What is needed here is an exact copy of every record below.

= Beginning of Section =

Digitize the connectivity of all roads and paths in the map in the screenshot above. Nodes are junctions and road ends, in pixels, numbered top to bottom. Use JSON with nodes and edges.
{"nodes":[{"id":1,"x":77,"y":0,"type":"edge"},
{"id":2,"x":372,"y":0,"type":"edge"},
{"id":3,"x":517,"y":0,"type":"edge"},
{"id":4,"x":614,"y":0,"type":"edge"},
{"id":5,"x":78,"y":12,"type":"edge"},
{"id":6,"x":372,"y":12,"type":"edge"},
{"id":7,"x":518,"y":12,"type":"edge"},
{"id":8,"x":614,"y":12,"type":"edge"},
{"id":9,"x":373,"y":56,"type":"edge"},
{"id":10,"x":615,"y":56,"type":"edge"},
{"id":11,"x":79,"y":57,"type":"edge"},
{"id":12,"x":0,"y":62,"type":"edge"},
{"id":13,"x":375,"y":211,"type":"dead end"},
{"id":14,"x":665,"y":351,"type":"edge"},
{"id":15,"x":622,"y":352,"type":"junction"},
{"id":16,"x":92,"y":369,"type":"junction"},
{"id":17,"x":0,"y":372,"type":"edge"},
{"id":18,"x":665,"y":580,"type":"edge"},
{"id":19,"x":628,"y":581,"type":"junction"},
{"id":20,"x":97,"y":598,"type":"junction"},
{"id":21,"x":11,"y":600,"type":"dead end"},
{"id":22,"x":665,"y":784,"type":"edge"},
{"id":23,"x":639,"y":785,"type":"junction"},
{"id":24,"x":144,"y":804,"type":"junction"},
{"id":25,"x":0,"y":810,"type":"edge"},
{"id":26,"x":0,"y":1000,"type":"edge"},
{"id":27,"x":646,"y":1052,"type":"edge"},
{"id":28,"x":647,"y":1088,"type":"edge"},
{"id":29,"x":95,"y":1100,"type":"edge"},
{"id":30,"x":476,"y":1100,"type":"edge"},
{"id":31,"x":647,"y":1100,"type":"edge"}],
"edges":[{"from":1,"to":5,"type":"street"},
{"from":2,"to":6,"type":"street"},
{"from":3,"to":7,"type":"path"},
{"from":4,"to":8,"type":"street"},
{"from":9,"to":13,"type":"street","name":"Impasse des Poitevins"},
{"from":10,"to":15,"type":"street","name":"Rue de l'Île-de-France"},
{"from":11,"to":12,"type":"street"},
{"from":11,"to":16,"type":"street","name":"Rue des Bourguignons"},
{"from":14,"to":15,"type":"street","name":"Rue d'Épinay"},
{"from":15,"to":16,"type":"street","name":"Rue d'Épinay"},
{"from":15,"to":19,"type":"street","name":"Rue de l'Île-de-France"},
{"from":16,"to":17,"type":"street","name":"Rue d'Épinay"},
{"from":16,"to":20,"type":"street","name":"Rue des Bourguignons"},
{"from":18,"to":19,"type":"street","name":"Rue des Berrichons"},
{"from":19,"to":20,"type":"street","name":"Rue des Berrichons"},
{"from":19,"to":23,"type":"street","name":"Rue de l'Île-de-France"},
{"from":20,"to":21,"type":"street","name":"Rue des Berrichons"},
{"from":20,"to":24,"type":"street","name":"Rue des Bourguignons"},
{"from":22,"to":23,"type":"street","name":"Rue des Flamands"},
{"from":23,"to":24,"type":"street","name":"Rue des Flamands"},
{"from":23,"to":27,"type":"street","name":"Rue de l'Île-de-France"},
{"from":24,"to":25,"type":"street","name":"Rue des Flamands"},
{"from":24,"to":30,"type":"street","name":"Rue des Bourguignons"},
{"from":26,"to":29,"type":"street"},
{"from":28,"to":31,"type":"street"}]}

= End of Section =

(Solution):
Digitize the connectivity of all roads and paths in the map in the screenshot above. Nodes are junctions and road ends, in pixels, numbered top to bottom. Use JSON with nodes and edges.
{"nodes":[{"id":1,"x":77,"y":0,"type":"edge"},
{"id":2,"x":372,"y":0,"type":"edge"},
{"id":3,"x":517,"y":0,"type":"edge"},
{"id":4,"x":614,"y":0,"type":"edge"},
{"id":5,"x":78,"y":12,"type":"edge"},
{"id":6,"x":372,"y":12,"type":"edge"},
{"id":7,"x":518,"y":12,"type":"edge"},
{"id":8,"x":614,"y":12,"type":"edge"},
{"id":9,"x":373,"y":56,"type":"edge"},
{"id":10,"x":615,"y":56,"type":"edge"},
{"id":11,"x":79,"y":57,"type":"edge"},
{"id":12,"x":0,"y":62,"type":"edge"},
{"id":13,"x":375,"y":211,"type":"dead end"},
{"id":14,"x":665,"y":351,"type":"edge"},
{"id":15,"x":622,"y":352,"type":"junction"},
{"id":16,"x":92,"y":369,"type":"junction"},
{"id":17,"x":0,"y":372,"type":"edge"},
{"id":18,"x":665,"y":580,"type":"edge"},
{"id":19,"x":628,"y":581,"type":"junction"},
{"id":20,"x":97,"y":598,"type":"junction"},
{"id":21,"x":11,"y":600,"type":"dead end"},
{"id":22,"x":665,"y":784,"type":"edge"},
{"id":23,"x":639,"y":785,"type":"junction"},
{"id":24,"x":144,"y":804,"type":"junction"},
{"id":25,"x":0,"y":810,"type":"edge"},
{"id":26,"x":0,"y":1000,"type":"edge"},
{"id":27,"x":646,"y":1052,"type":"edge"},
{"id":28,"x":647,"y":1088,"type":"edge"},
{"id":29,"x":95,"y":1100,"type":"edge"},
{"id":30,"x":476,"y":1100,"type":"edge"},
{"id":31,"x":647,"y":1100,"type":"edge"}],
"edges":[{"from":1,"to":5,"type":"street"},
{"from":2,"to":6,"type":"street"},
{"from":3,"to":7,"type":"path"},
{"from":4,"to":8,"type":"street"},
{"from":9,"to":13,"type":"street","name":"Impasse des Poitevins"},
{"from":10,"to":15,"type":"street","name":"Rue de l'Île-de-France"},
{"from":11,"to":12,"type":"street"},
{"from":11,"to":16,"type":"street","name":"Rue des Bourguignons"},
{"from":14,"to":15,"type":"street","name":"Rue d'Épinay"},
{"from":15,"to":16,"type":"street","name":"Rue d'Épinay"},
{"from":15,"to":19,"type":"street","name":"Rue de l'Île-de-France"},
{"from":16,"to":17,"type":"street","name":"Rue d'Épinay"},
{"from":16,"to":20,"type":"street","name":"Rue des Bourguignons"},
{"from":18,"to":19,"type":"street","name":"Rue des Berrichons"},
{"from":19,"to":20,"type":"street","name":"Rue des Berrichons"},
{"from":19,"to":23,"type":"street","name":"Rue de l'Île-de-France"},
{"from":20,"to":21,"type":"street","name":"Rue des Berrichons"},
{"from":20,"to":24,"type":"street","name":"Rue des Bourguignons"},
{"from":22,"to":23,"type":"street","name":"Rue des Flamands"},
{"from":23,"to":24,"type":"street","name":"Rue des Flamands"},
{"from":23,"to":27,"type":"street","name":"Rue de l'Île-de-France"},
{"from":24,"to":25,"type":"street","name":"Rue des Flamands"},
{"from":24,"to":30,"type":"street","name":"Rue des Bourguignons"},
{"from":26,"to":29,"type":"street"},
{"from":28,"to":31,"type":"street"}]}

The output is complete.